*Brief:*
Where a line in the entries below contains the word "HOLCOMBE", count it. Return the total alone.

*** Block opens ***

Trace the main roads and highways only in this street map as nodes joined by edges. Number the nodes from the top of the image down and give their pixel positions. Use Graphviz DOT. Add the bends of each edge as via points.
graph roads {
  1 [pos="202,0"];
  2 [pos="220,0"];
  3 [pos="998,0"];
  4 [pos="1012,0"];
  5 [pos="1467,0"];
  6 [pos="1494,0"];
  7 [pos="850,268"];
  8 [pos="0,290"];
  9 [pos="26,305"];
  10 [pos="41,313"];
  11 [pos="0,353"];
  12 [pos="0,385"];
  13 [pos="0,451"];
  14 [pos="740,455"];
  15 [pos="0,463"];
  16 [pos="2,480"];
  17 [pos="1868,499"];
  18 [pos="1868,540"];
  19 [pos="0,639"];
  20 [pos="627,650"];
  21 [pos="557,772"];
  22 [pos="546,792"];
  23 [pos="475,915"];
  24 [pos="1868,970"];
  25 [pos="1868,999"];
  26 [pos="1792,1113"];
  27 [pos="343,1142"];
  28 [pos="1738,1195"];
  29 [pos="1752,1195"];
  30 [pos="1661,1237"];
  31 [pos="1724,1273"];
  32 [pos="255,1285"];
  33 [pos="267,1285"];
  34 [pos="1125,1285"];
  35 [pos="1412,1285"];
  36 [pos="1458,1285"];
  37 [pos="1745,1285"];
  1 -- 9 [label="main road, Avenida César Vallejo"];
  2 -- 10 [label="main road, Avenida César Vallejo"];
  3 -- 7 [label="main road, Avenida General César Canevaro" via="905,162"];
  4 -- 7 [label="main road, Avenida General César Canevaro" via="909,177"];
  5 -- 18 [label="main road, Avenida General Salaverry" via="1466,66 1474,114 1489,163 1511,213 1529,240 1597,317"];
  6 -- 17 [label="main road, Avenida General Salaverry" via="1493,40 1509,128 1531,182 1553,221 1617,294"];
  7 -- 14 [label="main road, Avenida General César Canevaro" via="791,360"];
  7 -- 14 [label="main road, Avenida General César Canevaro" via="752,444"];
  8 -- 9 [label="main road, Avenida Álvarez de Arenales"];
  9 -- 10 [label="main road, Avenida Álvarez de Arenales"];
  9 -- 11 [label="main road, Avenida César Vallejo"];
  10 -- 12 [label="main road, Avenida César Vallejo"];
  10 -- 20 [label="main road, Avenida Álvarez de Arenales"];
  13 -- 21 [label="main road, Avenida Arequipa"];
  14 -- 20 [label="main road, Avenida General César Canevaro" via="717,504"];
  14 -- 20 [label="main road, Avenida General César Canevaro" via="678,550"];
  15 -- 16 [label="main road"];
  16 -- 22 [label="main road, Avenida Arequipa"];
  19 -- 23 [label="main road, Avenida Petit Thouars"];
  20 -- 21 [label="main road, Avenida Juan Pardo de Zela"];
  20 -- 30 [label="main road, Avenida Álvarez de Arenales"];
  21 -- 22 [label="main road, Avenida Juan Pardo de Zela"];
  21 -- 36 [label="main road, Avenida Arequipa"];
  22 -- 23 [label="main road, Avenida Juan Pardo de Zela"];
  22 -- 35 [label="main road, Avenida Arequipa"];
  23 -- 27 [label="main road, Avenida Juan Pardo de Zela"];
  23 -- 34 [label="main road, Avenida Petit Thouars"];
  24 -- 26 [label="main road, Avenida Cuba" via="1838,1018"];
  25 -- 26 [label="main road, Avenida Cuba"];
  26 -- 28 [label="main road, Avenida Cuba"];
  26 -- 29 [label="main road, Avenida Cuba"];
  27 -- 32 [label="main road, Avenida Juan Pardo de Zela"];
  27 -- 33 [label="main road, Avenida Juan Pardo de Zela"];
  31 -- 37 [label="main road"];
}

*** Block closes ***
*** Block opens ***

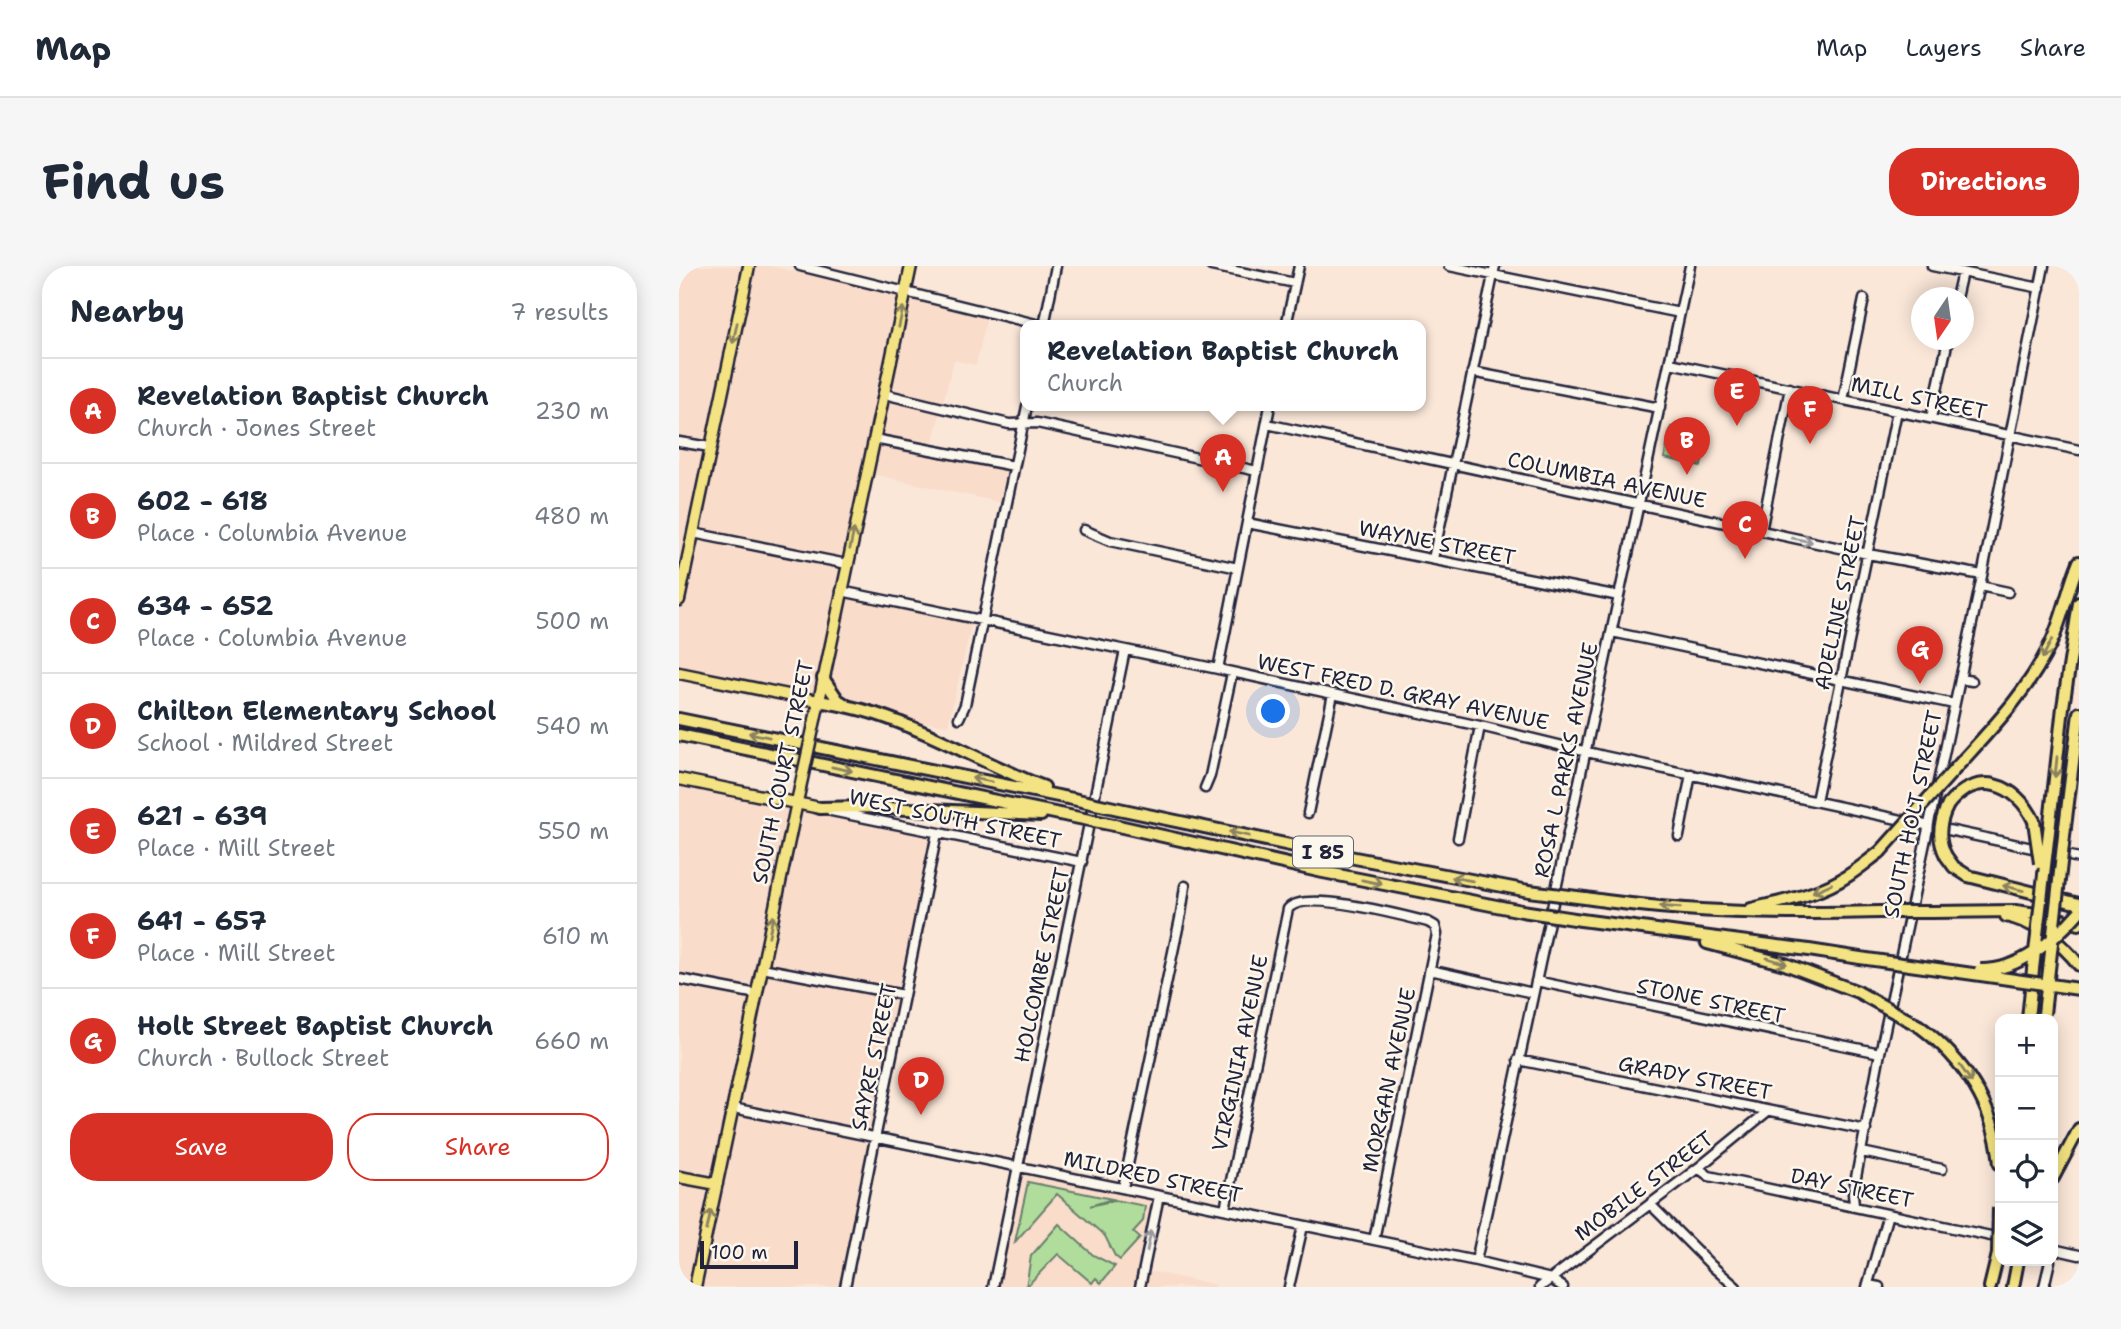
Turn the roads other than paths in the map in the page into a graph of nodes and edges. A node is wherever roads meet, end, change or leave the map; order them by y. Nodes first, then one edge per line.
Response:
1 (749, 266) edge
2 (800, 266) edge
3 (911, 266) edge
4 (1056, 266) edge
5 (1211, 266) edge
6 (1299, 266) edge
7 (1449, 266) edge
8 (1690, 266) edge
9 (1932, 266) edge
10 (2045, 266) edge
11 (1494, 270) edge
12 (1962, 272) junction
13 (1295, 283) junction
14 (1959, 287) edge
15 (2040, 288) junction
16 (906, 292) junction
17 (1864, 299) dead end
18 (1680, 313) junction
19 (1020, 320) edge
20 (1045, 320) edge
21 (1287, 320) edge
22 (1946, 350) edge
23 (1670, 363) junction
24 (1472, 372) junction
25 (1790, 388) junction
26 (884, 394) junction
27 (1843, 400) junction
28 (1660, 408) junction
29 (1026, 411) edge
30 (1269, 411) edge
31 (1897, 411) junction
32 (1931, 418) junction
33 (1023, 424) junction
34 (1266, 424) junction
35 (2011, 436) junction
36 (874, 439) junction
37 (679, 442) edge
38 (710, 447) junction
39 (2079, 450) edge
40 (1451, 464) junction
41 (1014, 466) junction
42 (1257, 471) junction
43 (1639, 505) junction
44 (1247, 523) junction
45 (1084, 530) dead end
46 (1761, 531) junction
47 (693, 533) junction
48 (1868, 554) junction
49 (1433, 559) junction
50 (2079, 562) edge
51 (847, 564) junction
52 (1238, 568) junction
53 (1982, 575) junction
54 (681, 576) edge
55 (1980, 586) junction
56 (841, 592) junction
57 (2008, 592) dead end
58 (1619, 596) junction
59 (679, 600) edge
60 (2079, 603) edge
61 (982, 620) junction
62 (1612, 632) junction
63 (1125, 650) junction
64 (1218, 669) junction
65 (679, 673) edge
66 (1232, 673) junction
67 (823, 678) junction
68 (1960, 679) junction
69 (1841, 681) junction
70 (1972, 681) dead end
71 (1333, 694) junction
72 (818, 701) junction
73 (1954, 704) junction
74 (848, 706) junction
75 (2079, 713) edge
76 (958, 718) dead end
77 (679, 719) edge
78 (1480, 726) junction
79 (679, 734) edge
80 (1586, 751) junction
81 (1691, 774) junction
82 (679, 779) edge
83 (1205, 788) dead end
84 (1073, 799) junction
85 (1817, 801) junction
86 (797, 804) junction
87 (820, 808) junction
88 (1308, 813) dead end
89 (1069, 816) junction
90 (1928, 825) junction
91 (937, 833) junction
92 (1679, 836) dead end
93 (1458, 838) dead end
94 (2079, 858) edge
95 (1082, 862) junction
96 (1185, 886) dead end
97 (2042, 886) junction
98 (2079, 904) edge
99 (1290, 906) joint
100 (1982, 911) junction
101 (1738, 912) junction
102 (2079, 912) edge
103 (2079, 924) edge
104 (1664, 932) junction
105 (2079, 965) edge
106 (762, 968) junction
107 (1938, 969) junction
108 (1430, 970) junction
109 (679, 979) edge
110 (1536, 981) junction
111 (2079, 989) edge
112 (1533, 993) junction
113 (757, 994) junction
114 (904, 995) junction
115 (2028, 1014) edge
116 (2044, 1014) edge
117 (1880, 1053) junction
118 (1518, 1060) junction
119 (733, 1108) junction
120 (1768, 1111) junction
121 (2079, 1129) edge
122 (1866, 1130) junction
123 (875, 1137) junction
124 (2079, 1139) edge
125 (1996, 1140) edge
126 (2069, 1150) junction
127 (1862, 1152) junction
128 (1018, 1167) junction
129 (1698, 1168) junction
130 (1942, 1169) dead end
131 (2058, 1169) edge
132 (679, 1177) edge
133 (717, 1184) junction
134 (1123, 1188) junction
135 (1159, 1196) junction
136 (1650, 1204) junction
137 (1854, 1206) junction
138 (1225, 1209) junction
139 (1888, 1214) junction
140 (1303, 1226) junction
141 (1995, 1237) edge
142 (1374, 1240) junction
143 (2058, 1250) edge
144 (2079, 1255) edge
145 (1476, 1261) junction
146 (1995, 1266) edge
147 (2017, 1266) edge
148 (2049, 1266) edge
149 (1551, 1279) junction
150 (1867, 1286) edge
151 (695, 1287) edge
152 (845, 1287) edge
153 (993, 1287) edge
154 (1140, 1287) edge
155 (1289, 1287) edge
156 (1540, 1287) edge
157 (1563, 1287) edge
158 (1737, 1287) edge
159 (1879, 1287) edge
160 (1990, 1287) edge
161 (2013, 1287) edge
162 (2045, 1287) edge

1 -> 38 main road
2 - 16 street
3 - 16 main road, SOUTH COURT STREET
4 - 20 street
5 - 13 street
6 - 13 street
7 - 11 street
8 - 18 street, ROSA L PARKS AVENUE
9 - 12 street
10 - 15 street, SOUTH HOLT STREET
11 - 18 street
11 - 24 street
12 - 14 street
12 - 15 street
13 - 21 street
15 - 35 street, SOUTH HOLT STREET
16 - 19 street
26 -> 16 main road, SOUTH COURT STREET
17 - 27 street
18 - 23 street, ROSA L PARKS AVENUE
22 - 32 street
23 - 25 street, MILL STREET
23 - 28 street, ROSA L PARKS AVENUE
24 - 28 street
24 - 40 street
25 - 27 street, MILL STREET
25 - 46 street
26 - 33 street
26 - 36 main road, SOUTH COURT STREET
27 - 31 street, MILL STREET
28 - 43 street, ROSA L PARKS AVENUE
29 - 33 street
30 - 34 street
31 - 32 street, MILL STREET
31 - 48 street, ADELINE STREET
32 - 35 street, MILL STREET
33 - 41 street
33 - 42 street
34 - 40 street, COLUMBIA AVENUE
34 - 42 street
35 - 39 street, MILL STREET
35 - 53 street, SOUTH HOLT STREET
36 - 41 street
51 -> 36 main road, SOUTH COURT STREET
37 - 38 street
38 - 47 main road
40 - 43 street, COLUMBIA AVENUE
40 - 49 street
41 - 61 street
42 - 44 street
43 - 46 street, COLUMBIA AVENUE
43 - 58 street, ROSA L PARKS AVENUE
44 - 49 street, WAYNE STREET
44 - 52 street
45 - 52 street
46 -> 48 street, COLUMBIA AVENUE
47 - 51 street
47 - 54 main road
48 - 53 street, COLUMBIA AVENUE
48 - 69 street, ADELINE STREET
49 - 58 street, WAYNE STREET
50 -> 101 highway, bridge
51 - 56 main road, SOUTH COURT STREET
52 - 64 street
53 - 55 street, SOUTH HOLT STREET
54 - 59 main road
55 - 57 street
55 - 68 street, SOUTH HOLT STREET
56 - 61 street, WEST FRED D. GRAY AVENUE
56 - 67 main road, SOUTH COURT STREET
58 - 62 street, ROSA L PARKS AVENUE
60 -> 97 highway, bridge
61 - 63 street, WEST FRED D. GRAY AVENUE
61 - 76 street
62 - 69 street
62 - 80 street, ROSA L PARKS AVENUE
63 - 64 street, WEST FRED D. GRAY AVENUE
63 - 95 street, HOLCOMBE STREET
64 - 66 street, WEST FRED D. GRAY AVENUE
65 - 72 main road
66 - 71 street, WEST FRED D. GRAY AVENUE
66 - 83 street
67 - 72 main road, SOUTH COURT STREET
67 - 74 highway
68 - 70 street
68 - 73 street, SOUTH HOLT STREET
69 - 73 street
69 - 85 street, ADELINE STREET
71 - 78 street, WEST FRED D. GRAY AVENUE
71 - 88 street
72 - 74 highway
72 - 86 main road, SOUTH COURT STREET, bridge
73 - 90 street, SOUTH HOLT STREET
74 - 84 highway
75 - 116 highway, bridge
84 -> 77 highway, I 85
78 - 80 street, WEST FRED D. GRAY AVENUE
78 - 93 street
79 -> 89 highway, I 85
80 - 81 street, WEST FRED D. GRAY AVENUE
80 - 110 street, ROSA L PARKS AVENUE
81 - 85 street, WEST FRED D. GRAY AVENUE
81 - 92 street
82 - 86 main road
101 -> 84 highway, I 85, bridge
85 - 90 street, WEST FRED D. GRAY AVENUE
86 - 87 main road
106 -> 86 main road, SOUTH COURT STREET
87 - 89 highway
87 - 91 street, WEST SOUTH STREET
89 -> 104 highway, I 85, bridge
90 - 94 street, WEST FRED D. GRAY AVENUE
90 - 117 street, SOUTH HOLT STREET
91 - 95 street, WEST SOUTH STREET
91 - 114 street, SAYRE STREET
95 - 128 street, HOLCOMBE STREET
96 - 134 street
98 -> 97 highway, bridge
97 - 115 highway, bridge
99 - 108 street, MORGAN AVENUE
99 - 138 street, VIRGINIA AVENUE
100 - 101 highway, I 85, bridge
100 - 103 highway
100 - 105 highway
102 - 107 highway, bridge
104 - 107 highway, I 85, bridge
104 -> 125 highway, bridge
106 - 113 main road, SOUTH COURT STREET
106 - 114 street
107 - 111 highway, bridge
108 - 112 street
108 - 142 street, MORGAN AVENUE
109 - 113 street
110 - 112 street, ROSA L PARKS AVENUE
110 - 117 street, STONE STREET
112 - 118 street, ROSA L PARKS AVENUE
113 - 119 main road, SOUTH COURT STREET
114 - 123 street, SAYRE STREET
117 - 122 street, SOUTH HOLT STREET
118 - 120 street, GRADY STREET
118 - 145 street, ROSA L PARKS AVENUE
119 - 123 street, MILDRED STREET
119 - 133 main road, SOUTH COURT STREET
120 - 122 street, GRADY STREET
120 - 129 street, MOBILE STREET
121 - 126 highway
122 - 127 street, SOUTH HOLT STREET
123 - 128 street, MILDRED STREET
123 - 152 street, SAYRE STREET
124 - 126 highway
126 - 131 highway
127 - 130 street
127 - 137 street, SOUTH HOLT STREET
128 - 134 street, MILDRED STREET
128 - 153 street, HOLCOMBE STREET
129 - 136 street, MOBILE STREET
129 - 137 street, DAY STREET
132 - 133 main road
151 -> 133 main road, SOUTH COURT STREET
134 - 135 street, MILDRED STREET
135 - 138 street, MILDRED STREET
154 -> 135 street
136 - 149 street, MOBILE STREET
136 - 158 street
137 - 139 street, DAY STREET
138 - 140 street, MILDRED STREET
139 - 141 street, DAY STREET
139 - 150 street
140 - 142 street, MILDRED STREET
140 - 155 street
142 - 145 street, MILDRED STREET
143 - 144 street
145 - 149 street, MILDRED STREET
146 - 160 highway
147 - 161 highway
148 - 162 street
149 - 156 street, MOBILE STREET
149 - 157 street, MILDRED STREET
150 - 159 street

*** Block closes ***

*Written answer:*
3